The APOE gene has been found to be associated with AMD in some but not all studies.24, 25 As can be seen in the data available at our FTP site, there were a total of 132 E4 allele-bearing subjects in the present study. A two-sided test for association yielded a P-value of 0.097. It could be argued that a one-sided P-value is more applicable; however, that value was also not significant at P=0.054. Yet, there were only seven homozygous E2 individuals and five homozygous E4 individuals in our study. An additional nine individuals were E2/E4. Thus, we conclude that we did not have power comparable to that of Schmidt et al,26 who examined 1260 research subjects to come to the conclusion of association.

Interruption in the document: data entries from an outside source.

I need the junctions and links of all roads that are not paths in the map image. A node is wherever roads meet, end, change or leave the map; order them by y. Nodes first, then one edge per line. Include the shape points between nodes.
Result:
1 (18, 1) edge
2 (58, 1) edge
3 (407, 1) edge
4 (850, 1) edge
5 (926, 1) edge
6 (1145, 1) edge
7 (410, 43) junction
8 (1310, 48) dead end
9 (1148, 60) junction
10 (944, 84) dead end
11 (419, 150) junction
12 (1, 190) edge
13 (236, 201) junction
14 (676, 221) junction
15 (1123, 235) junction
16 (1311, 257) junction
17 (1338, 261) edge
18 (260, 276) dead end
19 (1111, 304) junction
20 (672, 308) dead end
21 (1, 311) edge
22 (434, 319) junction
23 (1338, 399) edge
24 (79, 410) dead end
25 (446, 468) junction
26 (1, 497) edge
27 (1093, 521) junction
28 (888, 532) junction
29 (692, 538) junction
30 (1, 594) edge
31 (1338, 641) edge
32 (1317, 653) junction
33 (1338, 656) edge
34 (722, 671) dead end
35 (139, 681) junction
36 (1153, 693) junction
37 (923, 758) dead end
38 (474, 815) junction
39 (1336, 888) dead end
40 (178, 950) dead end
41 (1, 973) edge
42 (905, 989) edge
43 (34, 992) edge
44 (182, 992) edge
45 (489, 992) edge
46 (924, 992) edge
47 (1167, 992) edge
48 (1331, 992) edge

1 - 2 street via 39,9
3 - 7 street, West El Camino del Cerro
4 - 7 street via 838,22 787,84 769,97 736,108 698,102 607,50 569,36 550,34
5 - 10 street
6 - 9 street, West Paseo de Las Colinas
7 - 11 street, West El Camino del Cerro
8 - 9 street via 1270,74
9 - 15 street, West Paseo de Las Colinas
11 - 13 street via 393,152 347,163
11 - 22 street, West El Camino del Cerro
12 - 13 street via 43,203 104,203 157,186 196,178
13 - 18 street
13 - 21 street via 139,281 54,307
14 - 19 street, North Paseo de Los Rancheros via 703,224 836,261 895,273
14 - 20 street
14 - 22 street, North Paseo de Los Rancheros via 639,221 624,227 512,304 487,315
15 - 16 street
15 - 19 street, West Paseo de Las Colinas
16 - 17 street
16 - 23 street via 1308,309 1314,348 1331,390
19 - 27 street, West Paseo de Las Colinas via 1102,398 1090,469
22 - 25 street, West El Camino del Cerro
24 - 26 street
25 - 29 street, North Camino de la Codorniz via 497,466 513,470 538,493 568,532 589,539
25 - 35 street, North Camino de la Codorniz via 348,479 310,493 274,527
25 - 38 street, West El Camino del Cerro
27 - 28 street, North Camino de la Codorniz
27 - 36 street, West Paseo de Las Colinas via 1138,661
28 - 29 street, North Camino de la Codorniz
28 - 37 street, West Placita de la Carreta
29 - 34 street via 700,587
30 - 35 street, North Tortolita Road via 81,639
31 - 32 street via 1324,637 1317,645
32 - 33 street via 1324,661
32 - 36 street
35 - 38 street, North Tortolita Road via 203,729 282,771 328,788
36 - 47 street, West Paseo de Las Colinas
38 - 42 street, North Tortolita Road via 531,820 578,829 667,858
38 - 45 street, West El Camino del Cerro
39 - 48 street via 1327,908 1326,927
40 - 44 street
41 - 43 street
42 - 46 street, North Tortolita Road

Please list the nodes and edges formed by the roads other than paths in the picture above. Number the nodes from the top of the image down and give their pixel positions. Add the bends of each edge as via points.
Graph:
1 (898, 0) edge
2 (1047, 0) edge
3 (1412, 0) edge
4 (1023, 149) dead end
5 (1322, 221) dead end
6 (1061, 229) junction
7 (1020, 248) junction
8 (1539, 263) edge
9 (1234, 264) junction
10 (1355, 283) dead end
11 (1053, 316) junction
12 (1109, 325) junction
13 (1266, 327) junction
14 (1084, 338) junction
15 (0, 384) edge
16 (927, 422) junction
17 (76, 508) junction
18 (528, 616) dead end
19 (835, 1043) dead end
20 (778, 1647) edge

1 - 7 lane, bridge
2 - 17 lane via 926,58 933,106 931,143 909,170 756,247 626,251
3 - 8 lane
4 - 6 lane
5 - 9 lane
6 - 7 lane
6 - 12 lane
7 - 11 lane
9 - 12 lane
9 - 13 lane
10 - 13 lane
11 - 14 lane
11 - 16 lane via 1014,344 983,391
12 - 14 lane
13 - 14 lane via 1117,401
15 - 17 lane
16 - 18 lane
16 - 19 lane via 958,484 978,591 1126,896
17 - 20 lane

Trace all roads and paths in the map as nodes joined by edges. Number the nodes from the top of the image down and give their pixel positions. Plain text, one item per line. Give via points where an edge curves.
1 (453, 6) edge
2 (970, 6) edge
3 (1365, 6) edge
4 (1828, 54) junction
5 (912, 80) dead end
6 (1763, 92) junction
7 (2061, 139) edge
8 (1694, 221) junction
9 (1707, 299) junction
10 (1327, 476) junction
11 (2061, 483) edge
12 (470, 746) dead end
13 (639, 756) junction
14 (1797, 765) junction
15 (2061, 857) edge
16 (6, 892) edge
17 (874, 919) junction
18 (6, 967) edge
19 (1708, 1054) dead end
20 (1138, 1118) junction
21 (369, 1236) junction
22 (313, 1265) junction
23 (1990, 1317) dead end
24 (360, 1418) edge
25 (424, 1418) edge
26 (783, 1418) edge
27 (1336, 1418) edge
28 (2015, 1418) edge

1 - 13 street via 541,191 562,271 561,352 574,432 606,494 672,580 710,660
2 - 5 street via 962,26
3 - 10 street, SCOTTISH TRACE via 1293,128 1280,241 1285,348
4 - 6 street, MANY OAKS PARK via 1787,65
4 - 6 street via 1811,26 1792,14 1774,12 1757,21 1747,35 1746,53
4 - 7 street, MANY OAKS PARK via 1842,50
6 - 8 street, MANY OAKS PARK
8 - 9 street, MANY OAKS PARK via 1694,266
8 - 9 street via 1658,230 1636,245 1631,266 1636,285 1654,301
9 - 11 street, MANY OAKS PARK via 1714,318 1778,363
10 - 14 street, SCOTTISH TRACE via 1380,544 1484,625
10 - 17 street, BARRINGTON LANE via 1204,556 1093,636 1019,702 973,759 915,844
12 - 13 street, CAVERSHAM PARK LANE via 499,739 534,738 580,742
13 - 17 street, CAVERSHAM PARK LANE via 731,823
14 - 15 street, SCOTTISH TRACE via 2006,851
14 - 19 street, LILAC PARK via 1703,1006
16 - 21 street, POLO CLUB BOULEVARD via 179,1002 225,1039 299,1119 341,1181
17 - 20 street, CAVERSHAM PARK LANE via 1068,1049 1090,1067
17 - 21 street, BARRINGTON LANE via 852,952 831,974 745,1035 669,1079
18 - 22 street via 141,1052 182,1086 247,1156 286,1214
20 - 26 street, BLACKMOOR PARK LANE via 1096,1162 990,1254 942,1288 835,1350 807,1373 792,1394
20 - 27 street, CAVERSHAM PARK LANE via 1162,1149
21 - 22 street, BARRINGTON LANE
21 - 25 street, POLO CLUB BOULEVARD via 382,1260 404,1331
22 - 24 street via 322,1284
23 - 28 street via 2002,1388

Recently, Yang et al27 reported the TLR3 SNP, rs3775291, to be very protective against geographic atrophy but not other AMD categories. This gene, which encodes a viral sensor that supports innate immunity and host defense,27 is a plausible candidate for AMD etiology. Edwards et al28 found a borderline association with rs3775291, in some cohorts and negative results in others, and we and others have failed to replicate this association, nor did it contribute to our multistate modeling.29

Surprisingly, we did not see our risk profiles change appreciably when we adjusted for smoking status, where most other studies show smoking to be a risk factor.30 There were 46 never smoker individuals in our research study, of which 32 were cases and 14 were controls. Although we saw no statistically significant relationship, this may be on account of our age choice of samples: There were no never smoker controls below the age of 60 years with whom to compare the cases. Among the cases below the age of 60 years, 14 were past smokers, 18 were current smokers, and 7 were never smokers. Therefore, our sample size, ascertainment, and paucity of younger controls make it inappropriate to come to a conclusion concerning smoking and AMD. Other reasons that we did not see a higher risk in smokers are that we did not stratify by AMD disease categories as some researchers have done, nor did we adjust for smoking in the haplotype analysis. We were limited to three categories of smoker by the AREDS self-reported questionnaire.

Our multistate modeling, using two independent analytic approaches on the same data set, concluded that we could account for 80% of the cases and 50% of the controls on the basis of the CFH locus, the chromosome 10 gene associated SNPs, and one C2 intronic SNP on chromosome 6. We realize, however, that the size of this cohort and number of controls may be insufficient to make a definitive interaction assessment. To this caution, we add the confounding effects of population stratification and a small but consequential effect of missing genotypes. In addition, new statistical methods for assessing interactions are emerging; thus, our current assessment is no more than a best guess estimate. On the other hand, we believe it sufficiently meritorious and diligent to report in this paper at this time.

Identifying genetic risk factors for AMD is important for understanding the etiology of the disease. Currently, AMD is not preventable and its causes are not fully understood although a number of risk factors and a few protective factors have been identified. A better understanding of the pathology and genetic predisposition of AMD is vital for both the affected individual and the larger public's health. In the coming years, we will have a greatly increased population over the age of 65 years with greater longevity, and therefore AMD disease will continue rising as an urgent public health issue. Vision loss resulting from AMD will have a considerable impact on the health-care system, social services, on families and communities, and quality of life. Significant efforts and progress have been made in learning the genetic causes of AMD, yet further research is needed to bring forth prevention and treatment strategies.